What you have to do: Report, from the records below, every line where the word "Vicolo" appears.
(Exercise data Opens)
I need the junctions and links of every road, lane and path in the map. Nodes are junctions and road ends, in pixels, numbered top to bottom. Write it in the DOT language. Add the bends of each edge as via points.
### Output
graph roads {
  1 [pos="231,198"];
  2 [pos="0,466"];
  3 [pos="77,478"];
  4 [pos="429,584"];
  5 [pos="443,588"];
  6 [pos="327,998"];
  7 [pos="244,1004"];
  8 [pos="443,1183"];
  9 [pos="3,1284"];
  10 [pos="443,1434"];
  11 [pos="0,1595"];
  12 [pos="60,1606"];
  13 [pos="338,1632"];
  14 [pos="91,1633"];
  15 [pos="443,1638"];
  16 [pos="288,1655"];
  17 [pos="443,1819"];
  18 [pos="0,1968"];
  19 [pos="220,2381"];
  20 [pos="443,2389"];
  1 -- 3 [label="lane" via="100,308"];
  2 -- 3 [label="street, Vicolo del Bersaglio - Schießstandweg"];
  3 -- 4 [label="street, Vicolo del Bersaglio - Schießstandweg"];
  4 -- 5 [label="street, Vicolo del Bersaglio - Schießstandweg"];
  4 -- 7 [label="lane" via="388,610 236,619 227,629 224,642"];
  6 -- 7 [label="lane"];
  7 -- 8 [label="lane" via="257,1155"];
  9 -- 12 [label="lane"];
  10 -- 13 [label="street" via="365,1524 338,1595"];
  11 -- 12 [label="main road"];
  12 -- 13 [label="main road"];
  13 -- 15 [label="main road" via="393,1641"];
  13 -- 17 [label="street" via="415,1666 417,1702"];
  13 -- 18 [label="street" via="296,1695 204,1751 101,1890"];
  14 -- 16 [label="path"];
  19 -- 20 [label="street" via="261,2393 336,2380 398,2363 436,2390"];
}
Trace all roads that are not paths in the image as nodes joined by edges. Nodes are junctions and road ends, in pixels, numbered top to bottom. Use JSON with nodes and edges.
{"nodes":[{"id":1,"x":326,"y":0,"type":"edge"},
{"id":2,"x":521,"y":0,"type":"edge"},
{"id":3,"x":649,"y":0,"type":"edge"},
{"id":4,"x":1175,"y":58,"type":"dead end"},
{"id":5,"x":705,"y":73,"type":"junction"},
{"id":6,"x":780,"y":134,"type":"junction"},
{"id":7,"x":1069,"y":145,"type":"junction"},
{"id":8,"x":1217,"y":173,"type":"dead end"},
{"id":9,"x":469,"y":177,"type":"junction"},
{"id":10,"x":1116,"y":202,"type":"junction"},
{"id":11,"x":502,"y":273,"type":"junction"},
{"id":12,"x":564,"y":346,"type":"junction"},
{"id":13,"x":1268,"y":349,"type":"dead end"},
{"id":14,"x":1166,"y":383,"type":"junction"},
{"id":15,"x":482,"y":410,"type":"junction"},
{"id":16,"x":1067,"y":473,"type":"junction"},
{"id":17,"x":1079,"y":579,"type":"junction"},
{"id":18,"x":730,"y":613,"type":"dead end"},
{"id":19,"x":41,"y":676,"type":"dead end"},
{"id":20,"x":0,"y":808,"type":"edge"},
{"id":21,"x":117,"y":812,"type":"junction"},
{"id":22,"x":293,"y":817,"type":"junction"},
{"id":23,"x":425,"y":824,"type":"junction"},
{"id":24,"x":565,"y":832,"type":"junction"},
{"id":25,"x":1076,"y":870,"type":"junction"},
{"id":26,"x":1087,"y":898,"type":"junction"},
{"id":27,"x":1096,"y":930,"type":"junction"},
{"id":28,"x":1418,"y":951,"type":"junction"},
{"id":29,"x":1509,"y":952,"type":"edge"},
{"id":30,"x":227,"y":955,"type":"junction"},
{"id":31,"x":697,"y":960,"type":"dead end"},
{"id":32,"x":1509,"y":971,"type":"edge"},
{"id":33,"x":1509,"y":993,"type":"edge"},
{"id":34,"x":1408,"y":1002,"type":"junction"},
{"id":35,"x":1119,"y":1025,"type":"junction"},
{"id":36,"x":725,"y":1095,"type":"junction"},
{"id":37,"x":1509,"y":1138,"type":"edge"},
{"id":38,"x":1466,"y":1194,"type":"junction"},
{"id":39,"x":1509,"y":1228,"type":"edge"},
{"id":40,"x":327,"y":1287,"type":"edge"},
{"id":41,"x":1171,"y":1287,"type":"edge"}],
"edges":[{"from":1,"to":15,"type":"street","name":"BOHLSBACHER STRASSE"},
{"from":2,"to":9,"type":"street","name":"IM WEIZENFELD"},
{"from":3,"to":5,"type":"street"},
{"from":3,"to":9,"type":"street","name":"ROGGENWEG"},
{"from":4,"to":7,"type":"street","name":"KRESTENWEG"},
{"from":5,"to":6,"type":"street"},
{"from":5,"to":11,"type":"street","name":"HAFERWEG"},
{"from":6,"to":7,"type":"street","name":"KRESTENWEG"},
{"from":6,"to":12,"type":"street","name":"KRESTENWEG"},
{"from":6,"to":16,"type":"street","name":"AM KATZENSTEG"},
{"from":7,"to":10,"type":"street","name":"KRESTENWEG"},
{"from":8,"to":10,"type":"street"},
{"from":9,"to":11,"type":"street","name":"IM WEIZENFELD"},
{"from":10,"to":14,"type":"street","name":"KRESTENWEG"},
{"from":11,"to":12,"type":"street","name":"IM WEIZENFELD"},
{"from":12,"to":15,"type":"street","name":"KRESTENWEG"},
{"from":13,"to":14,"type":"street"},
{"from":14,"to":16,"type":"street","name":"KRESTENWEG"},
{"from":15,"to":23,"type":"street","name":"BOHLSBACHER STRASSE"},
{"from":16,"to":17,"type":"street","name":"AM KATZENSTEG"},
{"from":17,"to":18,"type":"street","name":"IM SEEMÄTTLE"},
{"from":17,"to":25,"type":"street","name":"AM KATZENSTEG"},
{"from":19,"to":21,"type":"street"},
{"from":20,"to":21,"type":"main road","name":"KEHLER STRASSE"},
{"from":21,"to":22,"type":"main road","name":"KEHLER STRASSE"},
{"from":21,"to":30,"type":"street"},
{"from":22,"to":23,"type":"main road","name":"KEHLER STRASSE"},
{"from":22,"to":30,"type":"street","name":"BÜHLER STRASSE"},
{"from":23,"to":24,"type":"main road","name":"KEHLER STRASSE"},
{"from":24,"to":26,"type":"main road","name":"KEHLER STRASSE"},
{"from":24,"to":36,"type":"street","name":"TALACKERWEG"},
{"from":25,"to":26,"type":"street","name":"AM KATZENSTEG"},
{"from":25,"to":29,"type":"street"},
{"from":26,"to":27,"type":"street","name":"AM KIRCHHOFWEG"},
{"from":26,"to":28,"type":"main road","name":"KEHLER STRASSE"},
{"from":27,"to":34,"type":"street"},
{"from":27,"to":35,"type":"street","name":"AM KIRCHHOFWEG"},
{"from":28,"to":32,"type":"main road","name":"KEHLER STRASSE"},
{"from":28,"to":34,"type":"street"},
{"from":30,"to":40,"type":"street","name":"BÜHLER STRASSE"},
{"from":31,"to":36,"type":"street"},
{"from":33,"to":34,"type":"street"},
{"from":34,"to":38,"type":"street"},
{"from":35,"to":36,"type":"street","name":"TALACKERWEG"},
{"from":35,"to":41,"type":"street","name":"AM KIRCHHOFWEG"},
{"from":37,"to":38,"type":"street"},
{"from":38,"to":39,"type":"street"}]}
(Exercise data Closes)
Your solution:
  2 -- 3 [label="street, Vicolo del Bersaglio - Schießstandweg"];
  3 -- 4 [label="street, Vicolo del Bersaglio - Schießstandweg"];
  4 -- 5 [label="street, Vicolo del Bersaglio - Schießstandweg"];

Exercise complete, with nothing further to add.